Karaoke: chanting in Kantabar
The venue for my Dominican singing debut was a tavern called Kantabar. Run by the husband-and-wife team of Steven (who owns it) and Anais (who manages it), Kantabar was the very first karaoke venue in the Dominican Republic. It’s been in operation for some 20 years now.
In my post about singing in India, I mentioned that I learned from the experience of a bar in New Delhi with a poorly lit singing area (which caused my karaoke video from that city to be unviewable), and started bringing along on subsequent trips a spotlight that attaches to my camera. My long weekend in Santo Domingo was my first trip in which I had the spotlight with me. Naturally, I managed to inadvertently leave my new lighting device behind at my hotel when setting out for my first night singing at Kantabar (a Saturday night). 🙂 Equally predictably, the lighting at Kantabar did not end up being adequate for the filming of videos. This is not a knock against Kantabar; there’s nothing unusual or wrong about a bar that maintains low ambient illumination levels. It’s up to me to make sure my equipment is up to the task.
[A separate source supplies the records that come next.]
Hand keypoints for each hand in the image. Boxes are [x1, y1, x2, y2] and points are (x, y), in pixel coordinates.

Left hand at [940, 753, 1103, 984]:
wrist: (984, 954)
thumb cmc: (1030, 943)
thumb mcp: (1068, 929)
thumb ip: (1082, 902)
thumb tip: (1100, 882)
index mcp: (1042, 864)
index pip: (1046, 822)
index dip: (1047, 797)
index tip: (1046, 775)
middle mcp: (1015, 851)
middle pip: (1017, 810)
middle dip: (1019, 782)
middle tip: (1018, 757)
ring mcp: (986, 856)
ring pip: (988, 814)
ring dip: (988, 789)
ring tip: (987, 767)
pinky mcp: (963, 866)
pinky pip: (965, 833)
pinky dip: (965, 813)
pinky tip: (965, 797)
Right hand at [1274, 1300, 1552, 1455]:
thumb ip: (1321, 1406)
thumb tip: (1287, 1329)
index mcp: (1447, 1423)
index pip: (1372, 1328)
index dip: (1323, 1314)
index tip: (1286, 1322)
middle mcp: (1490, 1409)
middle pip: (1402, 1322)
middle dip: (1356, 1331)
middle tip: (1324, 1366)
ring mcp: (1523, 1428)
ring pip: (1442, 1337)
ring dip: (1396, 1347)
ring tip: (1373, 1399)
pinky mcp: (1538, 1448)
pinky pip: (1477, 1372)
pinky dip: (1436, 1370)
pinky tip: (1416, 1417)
The first song that I performed at Kantabar on Saturday night, May 24, 2014 was “Bésame Mucho.” That’s a Spanish-language song that I’d been eager to try out for a long time. With a title meaning “Kiss Me a Lot,” it was written and recorded by legendary Mexican singer-songwriter Consuelo Velázquez in 1940, and it’s since been covered by numerous artists around the world. In fact, it’s been honoured as the most-recorded Mexican song in history.
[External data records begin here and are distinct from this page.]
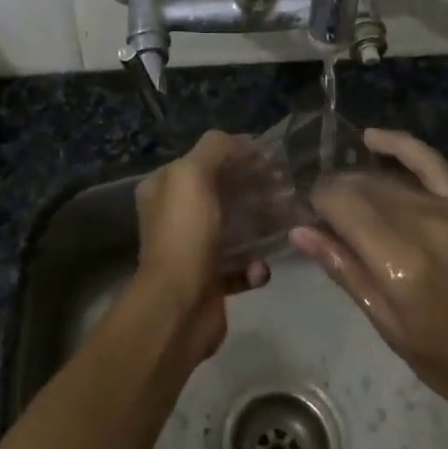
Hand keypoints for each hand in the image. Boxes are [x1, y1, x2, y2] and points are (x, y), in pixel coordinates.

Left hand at [133, 130, 269, 363]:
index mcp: (163, 188)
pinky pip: (240, 267)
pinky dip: (254, 267)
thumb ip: (215, 149)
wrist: (180, 306)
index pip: (202, 159)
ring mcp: (191, 250)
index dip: (235, 155)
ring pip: (233, 229)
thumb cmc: (185, 233)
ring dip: (258, 226)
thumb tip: (241, 142)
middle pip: (220, 193)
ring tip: (283, 221)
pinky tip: (262, 268)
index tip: (270, 158)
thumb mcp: (193, 174)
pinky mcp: (209, 281)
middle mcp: (173, 216)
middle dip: (252, 189)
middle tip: (284, 187)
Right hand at [290, 128, 447, 426]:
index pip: (341, 205)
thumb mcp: (390, 328)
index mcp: (401, 264)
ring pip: (388, 177)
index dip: (317, 204)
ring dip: (359, 181)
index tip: (309, 218)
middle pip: (362, 187)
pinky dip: (400, 146)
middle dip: (335, 194)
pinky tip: (372, 139)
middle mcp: (426, 225)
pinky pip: (431, 162)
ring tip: (344, 196)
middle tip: (324, 217)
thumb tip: (300, 231)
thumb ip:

When I finished my rendition of Señora Velázquez’s timeless classic, la República Dominicana had become the 35th country on my World Karaoke Tour! Due to the aforementioned low lighting conditions, just as occurred with my song in New Delhi, my video of “Bésame Mucho” from Santo Domingo didn’t come out very well. I’ve converted the beginning of the song into an MP3, so that you can at least listen to a sample of my Dominican Republic karaoke debut:
On the following night I returned to Kantabar, and this time I remembered to bring the spotlight with me. Here are videos of two of my songs from Sunday night, May 25 (my second night at Kantabar): “Imagine” (originally recorded by John Lennon, of course), and “Oh, Pretty Woman” by Roy Orbison. As you can see, it made quite a difference to supply my own light source. 🙂
John Lennon’s “Imagine”
Roy Orbison’s “Oh, Pretty Woman”
As you may have deduced from the fact that I went to Kantabar on multiple nights, I had a damn good time there. I found it to be a fun bar that drew an audience of enthusiastic and supportive people. Steven and Anais were extremely hospitable to me, and helped to make the latest stop in my karaoke travels a memorable one. I would gladly sing in Kantabar again if I found myself back in Santo Domingo.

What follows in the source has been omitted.